Exercise description:
Copies of all lines that contain "Πριάμου" are needed; take them from the data below.

Provided data:

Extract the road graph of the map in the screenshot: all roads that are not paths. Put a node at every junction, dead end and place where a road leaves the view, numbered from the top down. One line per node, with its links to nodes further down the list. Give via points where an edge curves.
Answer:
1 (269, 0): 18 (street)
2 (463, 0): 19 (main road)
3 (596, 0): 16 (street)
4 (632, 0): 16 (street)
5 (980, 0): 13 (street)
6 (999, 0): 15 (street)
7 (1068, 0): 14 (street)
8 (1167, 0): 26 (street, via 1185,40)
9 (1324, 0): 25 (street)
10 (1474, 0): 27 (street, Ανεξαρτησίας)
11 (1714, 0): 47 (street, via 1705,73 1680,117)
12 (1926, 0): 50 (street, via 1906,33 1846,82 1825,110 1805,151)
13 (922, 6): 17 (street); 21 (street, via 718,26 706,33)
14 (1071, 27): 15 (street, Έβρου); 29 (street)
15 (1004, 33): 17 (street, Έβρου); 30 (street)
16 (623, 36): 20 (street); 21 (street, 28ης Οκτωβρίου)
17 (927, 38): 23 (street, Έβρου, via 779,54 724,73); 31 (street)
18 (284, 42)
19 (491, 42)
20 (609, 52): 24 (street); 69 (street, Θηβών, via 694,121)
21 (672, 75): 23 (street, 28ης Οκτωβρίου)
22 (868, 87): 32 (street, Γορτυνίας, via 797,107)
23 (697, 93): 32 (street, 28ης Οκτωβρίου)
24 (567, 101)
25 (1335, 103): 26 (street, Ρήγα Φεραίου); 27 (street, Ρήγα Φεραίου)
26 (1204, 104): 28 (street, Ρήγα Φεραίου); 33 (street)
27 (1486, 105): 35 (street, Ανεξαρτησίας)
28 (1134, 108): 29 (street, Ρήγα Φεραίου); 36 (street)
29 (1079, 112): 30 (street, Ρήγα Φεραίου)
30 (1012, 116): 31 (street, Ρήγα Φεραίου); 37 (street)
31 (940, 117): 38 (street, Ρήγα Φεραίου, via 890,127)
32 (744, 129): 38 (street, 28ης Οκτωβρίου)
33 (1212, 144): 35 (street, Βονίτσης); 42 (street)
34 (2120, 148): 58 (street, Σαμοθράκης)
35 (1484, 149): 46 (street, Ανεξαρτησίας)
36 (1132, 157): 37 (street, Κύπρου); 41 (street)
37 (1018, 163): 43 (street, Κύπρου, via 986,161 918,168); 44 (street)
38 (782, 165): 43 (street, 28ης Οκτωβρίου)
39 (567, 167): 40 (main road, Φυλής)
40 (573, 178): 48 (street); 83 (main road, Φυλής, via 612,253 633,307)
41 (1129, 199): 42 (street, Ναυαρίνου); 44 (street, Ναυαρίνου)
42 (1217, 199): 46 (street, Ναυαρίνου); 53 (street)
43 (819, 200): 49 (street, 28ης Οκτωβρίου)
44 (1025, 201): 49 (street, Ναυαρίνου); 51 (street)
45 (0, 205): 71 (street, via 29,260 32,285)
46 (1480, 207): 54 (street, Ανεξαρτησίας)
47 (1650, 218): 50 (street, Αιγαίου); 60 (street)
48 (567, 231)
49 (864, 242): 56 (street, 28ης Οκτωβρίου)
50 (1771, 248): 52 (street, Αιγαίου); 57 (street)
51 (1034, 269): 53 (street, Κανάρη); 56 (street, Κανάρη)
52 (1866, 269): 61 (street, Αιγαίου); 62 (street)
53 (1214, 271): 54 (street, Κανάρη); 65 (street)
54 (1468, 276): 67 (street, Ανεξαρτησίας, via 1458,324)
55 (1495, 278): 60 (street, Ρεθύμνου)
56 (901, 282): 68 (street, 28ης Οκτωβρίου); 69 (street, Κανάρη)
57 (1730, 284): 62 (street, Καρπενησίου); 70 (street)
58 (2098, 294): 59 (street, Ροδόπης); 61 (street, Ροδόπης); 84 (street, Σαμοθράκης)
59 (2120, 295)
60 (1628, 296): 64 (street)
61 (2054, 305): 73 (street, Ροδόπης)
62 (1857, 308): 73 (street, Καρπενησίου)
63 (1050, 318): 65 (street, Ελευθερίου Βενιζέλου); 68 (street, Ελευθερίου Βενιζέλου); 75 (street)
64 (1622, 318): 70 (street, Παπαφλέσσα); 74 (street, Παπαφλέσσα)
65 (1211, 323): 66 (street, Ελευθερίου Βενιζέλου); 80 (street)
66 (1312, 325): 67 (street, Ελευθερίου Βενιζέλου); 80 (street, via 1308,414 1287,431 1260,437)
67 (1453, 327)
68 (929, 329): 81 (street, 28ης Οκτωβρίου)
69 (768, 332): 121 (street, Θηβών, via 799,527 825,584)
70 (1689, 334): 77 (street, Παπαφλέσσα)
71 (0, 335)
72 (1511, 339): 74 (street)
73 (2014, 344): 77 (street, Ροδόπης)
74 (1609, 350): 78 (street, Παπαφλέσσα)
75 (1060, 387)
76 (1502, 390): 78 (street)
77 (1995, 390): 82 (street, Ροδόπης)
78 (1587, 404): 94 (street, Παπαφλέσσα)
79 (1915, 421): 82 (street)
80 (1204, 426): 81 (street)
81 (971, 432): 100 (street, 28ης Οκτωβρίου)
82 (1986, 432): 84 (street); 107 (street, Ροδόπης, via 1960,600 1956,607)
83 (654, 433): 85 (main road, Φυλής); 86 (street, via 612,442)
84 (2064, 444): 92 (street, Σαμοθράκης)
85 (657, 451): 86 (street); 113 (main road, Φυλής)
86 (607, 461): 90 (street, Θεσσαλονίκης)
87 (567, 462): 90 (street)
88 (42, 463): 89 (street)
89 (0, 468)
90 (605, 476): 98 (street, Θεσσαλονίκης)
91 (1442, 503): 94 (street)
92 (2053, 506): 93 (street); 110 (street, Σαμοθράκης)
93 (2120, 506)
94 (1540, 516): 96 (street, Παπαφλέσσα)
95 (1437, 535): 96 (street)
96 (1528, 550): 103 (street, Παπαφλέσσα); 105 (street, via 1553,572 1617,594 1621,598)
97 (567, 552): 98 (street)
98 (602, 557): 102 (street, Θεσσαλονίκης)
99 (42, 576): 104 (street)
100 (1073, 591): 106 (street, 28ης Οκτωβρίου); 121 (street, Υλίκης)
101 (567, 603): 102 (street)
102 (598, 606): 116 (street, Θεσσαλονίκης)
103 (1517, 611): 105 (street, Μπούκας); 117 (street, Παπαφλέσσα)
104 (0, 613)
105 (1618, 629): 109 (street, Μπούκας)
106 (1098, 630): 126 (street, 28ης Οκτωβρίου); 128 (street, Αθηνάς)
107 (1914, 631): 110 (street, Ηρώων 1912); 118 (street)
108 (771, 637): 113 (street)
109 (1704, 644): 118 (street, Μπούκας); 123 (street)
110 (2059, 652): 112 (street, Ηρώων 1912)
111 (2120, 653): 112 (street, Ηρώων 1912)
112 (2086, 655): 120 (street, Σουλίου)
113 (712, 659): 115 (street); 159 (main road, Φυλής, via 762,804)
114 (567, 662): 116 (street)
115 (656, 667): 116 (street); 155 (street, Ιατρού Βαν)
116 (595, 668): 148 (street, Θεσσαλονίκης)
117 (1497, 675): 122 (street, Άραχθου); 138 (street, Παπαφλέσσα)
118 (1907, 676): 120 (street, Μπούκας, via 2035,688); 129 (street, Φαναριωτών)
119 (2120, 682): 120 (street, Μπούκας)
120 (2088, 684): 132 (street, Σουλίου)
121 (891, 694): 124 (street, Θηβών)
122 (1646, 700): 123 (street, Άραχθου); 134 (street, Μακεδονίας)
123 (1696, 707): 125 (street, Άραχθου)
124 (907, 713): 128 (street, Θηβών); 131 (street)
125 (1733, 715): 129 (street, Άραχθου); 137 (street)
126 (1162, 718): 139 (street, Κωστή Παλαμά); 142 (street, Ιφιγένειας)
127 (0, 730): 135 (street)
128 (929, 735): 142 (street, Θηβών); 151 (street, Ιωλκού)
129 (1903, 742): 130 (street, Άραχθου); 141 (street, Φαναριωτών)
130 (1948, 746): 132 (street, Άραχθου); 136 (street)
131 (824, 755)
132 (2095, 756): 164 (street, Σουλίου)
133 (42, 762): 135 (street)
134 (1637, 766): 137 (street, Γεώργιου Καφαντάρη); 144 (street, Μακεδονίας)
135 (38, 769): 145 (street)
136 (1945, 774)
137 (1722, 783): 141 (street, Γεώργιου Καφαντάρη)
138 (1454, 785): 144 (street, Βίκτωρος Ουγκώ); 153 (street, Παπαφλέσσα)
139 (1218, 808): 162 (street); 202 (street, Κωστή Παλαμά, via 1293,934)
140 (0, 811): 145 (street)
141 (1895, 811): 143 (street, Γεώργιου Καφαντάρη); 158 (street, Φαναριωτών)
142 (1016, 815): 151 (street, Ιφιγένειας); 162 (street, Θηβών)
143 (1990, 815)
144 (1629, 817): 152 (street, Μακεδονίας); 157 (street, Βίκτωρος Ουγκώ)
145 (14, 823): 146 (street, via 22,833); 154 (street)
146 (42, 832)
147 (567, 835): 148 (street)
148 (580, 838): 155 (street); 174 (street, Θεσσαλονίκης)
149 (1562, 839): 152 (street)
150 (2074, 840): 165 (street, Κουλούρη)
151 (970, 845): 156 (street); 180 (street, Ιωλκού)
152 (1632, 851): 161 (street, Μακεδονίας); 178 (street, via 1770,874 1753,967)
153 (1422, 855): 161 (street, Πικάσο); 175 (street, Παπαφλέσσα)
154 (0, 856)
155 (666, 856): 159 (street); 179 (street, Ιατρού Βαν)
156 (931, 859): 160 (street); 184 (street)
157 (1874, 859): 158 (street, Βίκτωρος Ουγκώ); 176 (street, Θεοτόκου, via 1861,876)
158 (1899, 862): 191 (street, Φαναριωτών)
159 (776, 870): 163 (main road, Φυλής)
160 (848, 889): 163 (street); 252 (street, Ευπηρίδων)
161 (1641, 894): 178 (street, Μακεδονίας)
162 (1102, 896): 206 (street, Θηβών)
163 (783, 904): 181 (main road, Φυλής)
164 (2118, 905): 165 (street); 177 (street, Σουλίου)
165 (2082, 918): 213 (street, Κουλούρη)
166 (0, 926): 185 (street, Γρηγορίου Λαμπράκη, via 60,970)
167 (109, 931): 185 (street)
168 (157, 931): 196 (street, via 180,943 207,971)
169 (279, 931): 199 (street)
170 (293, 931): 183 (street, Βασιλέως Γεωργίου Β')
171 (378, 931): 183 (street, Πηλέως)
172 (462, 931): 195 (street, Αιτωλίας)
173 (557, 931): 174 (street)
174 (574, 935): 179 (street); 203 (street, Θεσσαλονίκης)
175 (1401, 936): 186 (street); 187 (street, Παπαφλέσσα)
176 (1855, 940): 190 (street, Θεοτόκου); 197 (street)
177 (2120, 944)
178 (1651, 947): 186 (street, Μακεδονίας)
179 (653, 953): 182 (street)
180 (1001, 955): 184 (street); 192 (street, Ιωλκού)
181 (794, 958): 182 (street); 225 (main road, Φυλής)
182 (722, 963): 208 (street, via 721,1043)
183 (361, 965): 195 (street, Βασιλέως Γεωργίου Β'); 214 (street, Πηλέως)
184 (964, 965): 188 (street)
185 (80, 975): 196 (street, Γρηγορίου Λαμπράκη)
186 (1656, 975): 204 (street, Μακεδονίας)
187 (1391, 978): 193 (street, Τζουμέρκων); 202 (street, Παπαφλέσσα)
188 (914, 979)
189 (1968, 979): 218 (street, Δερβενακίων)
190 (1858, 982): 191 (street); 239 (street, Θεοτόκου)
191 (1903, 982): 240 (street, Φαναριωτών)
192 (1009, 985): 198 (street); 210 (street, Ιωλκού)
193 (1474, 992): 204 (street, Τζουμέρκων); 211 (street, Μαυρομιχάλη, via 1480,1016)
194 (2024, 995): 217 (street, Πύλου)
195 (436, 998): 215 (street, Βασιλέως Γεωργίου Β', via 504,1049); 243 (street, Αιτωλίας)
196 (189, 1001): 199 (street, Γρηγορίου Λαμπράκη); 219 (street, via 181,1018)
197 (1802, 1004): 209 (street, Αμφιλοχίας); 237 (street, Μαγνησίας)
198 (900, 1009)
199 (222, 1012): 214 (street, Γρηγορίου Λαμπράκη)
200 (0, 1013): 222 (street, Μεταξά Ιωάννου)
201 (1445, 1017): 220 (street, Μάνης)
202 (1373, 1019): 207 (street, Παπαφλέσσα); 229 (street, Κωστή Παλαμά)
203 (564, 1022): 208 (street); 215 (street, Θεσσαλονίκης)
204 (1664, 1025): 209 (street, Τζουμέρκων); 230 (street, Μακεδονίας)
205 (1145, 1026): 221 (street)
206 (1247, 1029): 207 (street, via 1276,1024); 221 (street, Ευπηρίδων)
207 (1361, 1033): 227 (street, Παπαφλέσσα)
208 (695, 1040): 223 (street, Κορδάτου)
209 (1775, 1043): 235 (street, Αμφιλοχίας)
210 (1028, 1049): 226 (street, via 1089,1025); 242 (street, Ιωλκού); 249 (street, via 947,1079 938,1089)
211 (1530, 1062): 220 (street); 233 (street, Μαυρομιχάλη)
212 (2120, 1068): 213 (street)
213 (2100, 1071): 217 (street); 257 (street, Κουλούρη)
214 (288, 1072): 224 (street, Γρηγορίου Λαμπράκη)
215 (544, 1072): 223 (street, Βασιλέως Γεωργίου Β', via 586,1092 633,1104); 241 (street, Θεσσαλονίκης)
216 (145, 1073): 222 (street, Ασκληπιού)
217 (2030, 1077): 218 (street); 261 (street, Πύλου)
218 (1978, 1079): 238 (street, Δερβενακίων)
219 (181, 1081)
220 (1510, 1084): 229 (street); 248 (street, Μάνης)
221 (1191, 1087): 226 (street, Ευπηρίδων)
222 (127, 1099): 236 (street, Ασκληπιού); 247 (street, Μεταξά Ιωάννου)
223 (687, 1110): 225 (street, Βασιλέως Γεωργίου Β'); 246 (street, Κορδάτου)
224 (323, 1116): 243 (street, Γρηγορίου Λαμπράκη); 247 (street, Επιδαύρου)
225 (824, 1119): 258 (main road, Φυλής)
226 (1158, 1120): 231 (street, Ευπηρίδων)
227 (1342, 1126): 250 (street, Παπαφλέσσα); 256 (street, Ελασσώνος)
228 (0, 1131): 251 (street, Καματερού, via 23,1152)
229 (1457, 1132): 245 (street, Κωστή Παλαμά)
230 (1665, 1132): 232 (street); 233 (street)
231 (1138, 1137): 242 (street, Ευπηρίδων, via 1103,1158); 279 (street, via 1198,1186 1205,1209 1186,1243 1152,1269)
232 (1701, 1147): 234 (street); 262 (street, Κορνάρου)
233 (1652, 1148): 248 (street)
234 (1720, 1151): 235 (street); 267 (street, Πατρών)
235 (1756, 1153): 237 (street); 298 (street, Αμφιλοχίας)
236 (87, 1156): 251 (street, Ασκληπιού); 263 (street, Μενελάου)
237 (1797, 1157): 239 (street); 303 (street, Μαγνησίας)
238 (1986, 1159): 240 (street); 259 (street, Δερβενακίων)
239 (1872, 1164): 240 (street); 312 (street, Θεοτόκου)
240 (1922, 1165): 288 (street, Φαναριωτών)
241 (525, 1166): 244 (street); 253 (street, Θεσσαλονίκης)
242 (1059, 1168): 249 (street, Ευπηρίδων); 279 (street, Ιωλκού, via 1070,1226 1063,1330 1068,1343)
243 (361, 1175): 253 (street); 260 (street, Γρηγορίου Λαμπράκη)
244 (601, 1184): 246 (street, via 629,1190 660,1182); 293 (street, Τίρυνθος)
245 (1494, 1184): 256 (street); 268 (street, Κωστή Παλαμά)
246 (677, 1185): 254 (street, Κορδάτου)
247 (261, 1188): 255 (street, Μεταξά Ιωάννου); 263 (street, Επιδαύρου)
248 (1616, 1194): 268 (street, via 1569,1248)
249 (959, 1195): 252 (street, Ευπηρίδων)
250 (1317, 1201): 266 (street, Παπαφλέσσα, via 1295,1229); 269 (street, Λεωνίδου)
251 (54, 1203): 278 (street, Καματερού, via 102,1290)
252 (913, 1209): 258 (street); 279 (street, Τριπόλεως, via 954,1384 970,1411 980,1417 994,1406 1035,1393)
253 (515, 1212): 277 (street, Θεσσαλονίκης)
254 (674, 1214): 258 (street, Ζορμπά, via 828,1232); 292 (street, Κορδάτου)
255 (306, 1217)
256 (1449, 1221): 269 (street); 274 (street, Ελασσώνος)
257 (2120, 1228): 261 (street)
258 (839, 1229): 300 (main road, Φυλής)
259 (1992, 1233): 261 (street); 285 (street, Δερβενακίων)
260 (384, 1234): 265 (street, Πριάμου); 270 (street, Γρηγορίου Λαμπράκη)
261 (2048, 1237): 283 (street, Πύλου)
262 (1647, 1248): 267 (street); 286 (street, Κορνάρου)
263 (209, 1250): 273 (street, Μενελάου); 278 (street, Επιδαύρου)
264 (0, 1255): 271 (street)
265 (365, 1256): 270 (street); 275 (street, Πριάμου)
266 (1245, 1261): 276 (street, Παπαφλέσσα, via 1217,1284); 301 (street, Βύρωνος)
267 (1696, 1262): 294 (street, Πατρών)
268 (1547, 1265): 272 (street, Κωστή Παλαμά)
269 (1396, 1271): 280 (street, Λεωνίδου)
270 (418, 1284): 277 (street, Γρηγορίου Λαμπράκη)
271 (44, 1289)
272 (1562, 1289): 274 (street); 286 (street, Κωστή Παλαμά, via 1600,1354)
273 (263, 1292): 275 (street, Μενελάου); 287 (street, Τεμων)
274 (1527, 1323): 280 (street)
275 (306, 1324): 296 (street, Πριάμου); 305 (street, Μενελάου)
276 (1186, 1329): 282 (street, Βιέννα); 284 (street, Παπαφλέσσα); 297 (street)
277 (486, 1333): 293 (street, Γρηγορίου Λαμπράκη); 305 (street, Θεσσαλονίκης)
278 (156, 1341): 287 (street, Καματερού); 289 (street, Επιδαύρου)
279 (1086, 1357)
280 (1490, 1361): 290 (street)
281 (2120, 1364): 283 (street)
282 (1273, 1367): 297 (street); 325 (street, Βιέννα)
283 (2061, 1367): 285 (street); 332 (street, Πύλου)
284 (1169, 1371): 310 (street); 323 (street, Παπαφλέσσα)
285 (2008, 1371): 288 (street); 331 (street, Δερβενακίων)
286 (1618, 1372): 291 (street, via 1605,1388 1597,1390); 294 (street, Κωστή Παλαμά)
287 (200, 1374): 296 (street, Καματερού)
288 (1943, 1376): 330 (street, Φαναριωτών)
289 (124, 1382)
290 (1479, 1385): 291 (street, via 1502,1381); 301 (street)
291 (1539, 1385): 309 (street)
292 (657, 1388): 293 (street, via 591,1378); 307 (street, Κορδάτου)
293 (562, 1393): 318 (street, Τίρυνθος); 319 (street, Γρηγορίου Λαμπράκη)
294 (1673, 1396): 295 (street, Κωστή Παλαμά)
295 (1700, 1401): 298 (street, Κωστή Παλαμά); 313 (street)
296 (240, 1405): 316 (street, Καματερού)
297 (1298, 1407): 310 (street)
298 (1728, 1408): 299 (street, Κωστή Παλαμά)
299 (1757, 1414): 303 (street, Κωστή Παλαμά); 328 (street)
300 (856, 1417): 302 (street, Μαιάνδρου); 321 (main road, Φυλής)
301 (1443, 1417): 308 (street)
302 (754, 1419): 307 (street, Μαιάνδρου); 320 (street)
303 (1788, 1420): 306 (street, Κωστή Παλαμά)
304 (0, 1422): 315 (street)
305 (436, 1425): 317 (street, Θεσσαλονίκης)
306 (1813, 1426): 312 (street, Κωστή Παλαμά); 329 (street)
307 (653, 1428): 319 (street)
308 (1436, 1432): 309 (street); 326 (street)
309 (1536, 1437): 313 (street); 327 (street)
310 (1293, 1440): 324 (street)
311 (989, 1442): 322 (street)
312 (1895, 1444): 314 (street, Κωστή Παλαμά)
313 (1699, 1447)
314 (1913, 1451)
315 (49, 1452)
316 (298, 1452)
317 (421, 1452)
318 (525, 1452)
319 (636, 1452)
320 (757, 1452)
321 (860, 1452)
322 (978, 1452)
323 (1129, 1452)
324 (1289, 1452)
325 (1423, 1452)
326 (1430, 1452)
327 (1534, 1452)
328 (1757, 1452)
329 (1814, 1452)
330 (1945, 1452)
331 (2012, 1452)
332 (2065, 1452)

The answer:
260 (384, 1234): 265 (street, Πριάμου); 270 (street, Γρηγορίου Λαμπράκη)
265 (365, 1256): 270 (street); 275 (street, Πριάμου)
275 (306, 1324): 296 (street, Πριάμου); 305 (street, Μενελάου)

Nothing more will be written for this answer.